__EXERCISE DIRECTIONS__: Could you copy out all the lines in the material below where the word "solid" occurs?
┌──
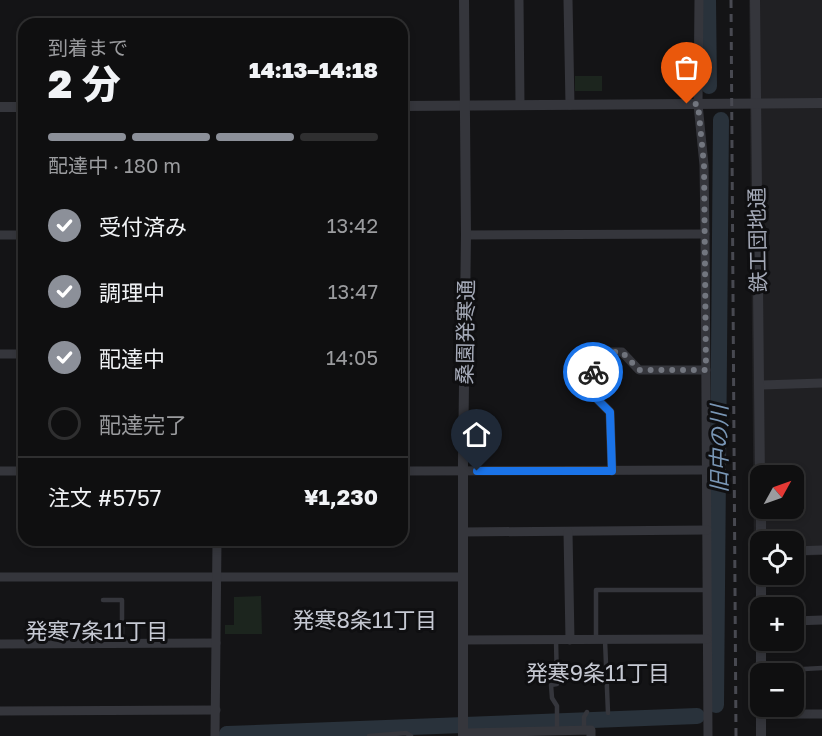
<!DOCTYPE html>
<html lang="ja">
<head>
<meta charset="utf-8">
<style>
	:root { --surface:#0f0f10; --page:#181819; --text:#f1f3f6; --muted:#9b9c9f; --line:#2f2f30; --accent:#8c9099 }
	body { margin:0; font-family:"Golos Text","Noto Sans JP",sans-serif; background:var(--page); color:var(--text); height:100vh; display:flex; flex-direction:column; font-size:22px; white-space:nowrap }
	* { box-sizing:border-box; margin:0 }
	p { font-size:20px; color:var(--muted) }
	.icon { flex:none; width:33px; height:33px; fill:none; stroke:currentColor; stroke-width:2; stroke-linecap:round; stroke-linejoin:round }
	.map { position:relative; flex:1; overflow:hidden }
	.panel { position:absolute; left:18px; top:18px; width:390px; height:528px; display:flex; flex-direction:column; background:var(--surface); border-radius:18px; box-shadow:0 3px 9px #0003,0 0 0 2px var(--line) }
	.panel>* { flex:none }
	.needle { width:39px; rotate:50deg }
	.controls { position:absolute; left:750px; top:465px; display:grid; gap:12px }
	.controls a { display:grid; place-items:center; width:54px; height:54px; border-radius:12px; background:var(--surface); box-shadow:0 3px 9px #0003,0 0 0 2px var(--line); font-size:30px }
	.pin { position:absolute; display:grid; place-items:center; width:51px; height:51px; color:#fff; margin:-62px -26px; border-radius:50% 50% 50% 0; rotate:-45deg; box-shadow:0 0 6px #0007 }
	.pin .icon { rotate:45deg }
	.courier { position:absolute; display:grid; place-items:center; width:60px; height:60px; margin:-30px; border:4px solid #1a73e8; border-radius:50%; background:#fff; color:#222; box-shadow:0 2px 8px #0007 }
	.head em { font-style:normal; font-weight:800 }
	.head div { display:flex; flex-direction:column-reverse }
	.head { display:flex; align-items:center; justify-content:space-between; height:102px; padding:0 30px }
	h1 { font-size:39px; font-weight:800; line-height:45px }
	.bar { display:grid; grid-template-columns:repeat(4,1fr); gap:9px 6px; align-content:center; height:72px; padding:0 30px }
	.bar i { height:8px; border-radius:4px; background:var(--line) }
	.bar .current { background:var(--accent) }
	.bar p { grid-column:span 4 }
	.line { display:flex; align-items:center; gap:15px; padding:0 30px; border-top:2px solid var(--line) }
	.line div { flex:1 }
	ol { padding:0 30px; list-style:none }
	li { display:flex; align-items:center; gap:18px; height:66px }
	li p { margin-inline-start:auto }
	li .icon { padding:6px; border-radius:50%; background:var(--accent); color:#fff; stroke-width:4 }
	li:last-child { color:var(--muted) }
	li i { width:33px; height:33px; border:3px solid var(--line); border-radius:50% }
	.map>svg:first-child { display:block }
	.built { fill:#202023; fill-rule:evenodd }
	.green { fill:#1c251e }
	.lines { fill:none; stroke-linecap:round; stroke-linejoin:round }
	.river { stroke:#29323b; stroke-width:16 }
	.service { stroke:#35363c; stroke-width:4.5 }
	.minor { stroke:#35363c; stroke-width:9 }
	.tertiary { stroke:#35363c; stroke-width:10 }
	.rail { stroke:#484951; stroke-width:3; stroke-dasharray:8 6; stroke-linecap:butt }
	.done { stroke:#72767f; stroke-width:6; stroke-dasharray:0 10.8 }
	.route { stroke:#1a73e8; stroke-width:8 }
	.labels { text-anchor:middle; dominant-baseline:central; stroke-width:6; stroke-linejoin:round; paint-order:stroke }
	.street-label { font-size:21px; fill:#a5aab8; stroke:#0f0f11 }
	.water-label { font-size:22px; font-style:italic; fill:#7996b5; stroke:#0f0f11 }
	.neighbourhood-label { font-size:22px; fill:#c6c9d3; stroke:#0f0f11 }
</style>
</head>
<body>
<div class="map">
<svg width="822" height="736" viewBox="0 0 822 736">
	<rect width="100%" height="100%" fill="#141416"/>
	<!-- built -->
	<path class="built" d="M749,0H822V555L794,556V542H760V557H754ZM760,476H794V508H760Z"/>
	<!-- green -->
	<g class="green">
		<rect x="575" y="76" width="27" height="15"/>
		<polygon points="261,596 262,634 225,634 225,625 234,625 234,597"/>
	</g>
	<g class="lines">
		<!-- river -->
		<g class="river">
			<polyline points="708,0 709,86"/>
			<polyline points="716,705 721,120"/>
			<polyline points="226,736 227,734 697,716"/>
		</g>
		<!-- service -->
		<g class="service">
			<polyline points="103,600 122,600 122,643"/>
			<polyline points="556,640 557,684 551,685 552,698 557,706 557,730"/>
			<polyline points="596,640 596,590 707,590"/>
			<polyline points="605,640 608,713"/>
			<polyline points="804,669 822,668"/>
			<polyline points="584,730 584,717 587,712"/>
			<polyline points="369,736 406,733 411,736"/>
		</g>
		<!-- minor -->
		<g class="minor">
			<polyline points="519,0 520,104"/>
			<polyline points="568,0 570,105"/>
			<polyline points="699,0 698,104 704,165 705,234 708,736"/>
			<polyline points="0,235 24,235"/>
			<polyline points="466,235 705,234"/>
			<polyline points="0,354 24,354"/>
			<polyline points="759,385 822,383"/>
			<polyline points="0,471 24,471"/>
			<polyline points="402,471 706,470"/>
			<polyline points="612,471 610,412 594,396 592,352 622,352 639,370 706,370"/>
			<polyline points="463,532 707,530"/>
			<polyline points="568,532 570,640"/>
			<polyline points="794,551 822,550"/>
			<polyline points="0,577 463,577"/>
			<polyline points="794,621 822,620"/>
			<polyline points="463,640 707,639"/>
			<polyline points="0,644 216,643"/>
			<polyline points="0,711 216,710"/>
			<polyline points="761,714 822,714"/>
			<polyline points="463,733 591,730 591,736"/>
			<polyline points="215,736 217,540"/>
		</g>
		<!-- tertiary -->
		<g class="tertiary">
			<polyline points="755,0 760,480"/>
			<polyline points="402,106 822,103"/>
			<polyline points="0,107 24,107"/>
			<polyline points="761,508 761,542"/>
			<polyline points="761,608 761,574"/>
			<polyline points="760,620 760,625"/>
			<polyline points="761,640 761,674"/>
			<polyline points="761,706 761,736"/>
			<polyline points="463,736 463,460 466,235 464,0"/>
		</g>
		<!-- rail -->
		<polyline class="rail" points="731,0 736,736"/>
	</g>
	<g class="lines">
		<!-- done -->
		<polyline class="done" points="593,372 592,352 622,352 639,370 706,370 704,165 698,104 687,104"/>
		<!-- route -->
		<polyline class="route" points="477,471 612,471 610,412 594,396 593,372"/>
	</g>
	<g class="labels">
		<!-- street labels -->
		<g class="street-label">
			<text transform="translate(757 240) rotate(-91)">鉄工団地通</text>
			<text transform="translate(465 332) rotate(-89)">桑園発寒通</text>
		</g>
		<!-- water labels -->
		<g class="water-label">
			<text transform="translate(718 449) rotate(-90)">旧中の川</text>
		</g>
		<!-- neighbourhood labels -->
		<g class="neighbourhood-label">
			<text x="365" y="619">発寒8条11丁目</text>
			<text x="97" y="630">発寒7条11丁目</text>
			<text x="598" y="672">発寒9条11丁目</text>
		</g>
	</g>
</svg>
<div class="controls">
<a><svg class="needle" viewBox="-14 -14 28 28"><path d="M0-13l5 13h-10z" fill="#e53935"/><path d="M0 13l5-13h-10z" fill="#9b9c9f"/></svg></a>
<a><svg class="icon" aria-label="locate" viewBox="0 0 24 24"><circle cx="12" cy="12" r="6"/><path d="M12 2v4M12 18v4M2 12h4M18 12h4"/></svg></a>
<a>+</a>
<a>−</a>
</div>
<div class="pin" style="left:687px;top:104px;background:#ea580c"><svg class="icon" aria-label="bag" viewBox="0 0 24 24"><path d="M5 8h14l-1 12H6zM9 8a3 3 0 0 1 6 0"/></svg></div>
<div class="pin" style="left:477px;top:471px;background:#1f2937"><svg class="icon" aria-label="home" viewBox="0 0 24 24"><path d="M3 11l9-7 9 7M6 9v11h12V9"/></svg></div>
<div class="courier" style="left:593px;top:372px"><svg class="icon" aria-label="bike" viewBox="0 0 24 24"><circle cx="6" cy="16" r="4"/><circle cx="18" cy="16" r="4"/><path d="M6 16l4-8h5l3 8M10 8l3 8H6M13 5h3"/></svg></div>
<section class="panel">
<div class="head"><div><h1>2 分</h1><p>到着まで</p></div><em>14:13–14:18</em></div>
<div class="bar"><i class="current"></i><i class="current"></i><i class="current"></i><i></i><p>配達中 · 180 m</p></div>
<ol>
<li><svg class="icon" aria-label="check" viewBox="0 0 24 24"><path d="M5 12l5 5 9-10"/></svg>受付済み<p>13:42</p></li>
<li><svg class="icon" aria-label="check" viewBox="0 0 24 24"><path d="M5 12l5 5 9-10"/></svg>調理中<p>13:47</p></li>
<li><svg class="icon" aria-label="check" viewBox="0 0 24 24"><path d="M5 12l5 5 9-10"/></svg>配達中<p>14:05</p></li>
<li><i></i>配達完了</li>
</ol>
<div class="line" style="height:78px"><div>注文 #5757</div><b>¥1,230</b></div>
</section>
</div>
</body>
</html>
└──
__SOLUTION__:
	.courier { position:absolute; display:grid; place-items:center; width:60px; height:60px; margin:-30px; border:4px solid #1a73e8; border-radius:50%; background:#fff; color:#222; box-shadow:0 2px 8px #0007 }
	.line { display:flex; align-items:center; gap:15px; padding:0 30px; border-top:2px solid var(--line) }
	li i { width:33px; height:33px; border:3px solid var(--line); border-radius:50% }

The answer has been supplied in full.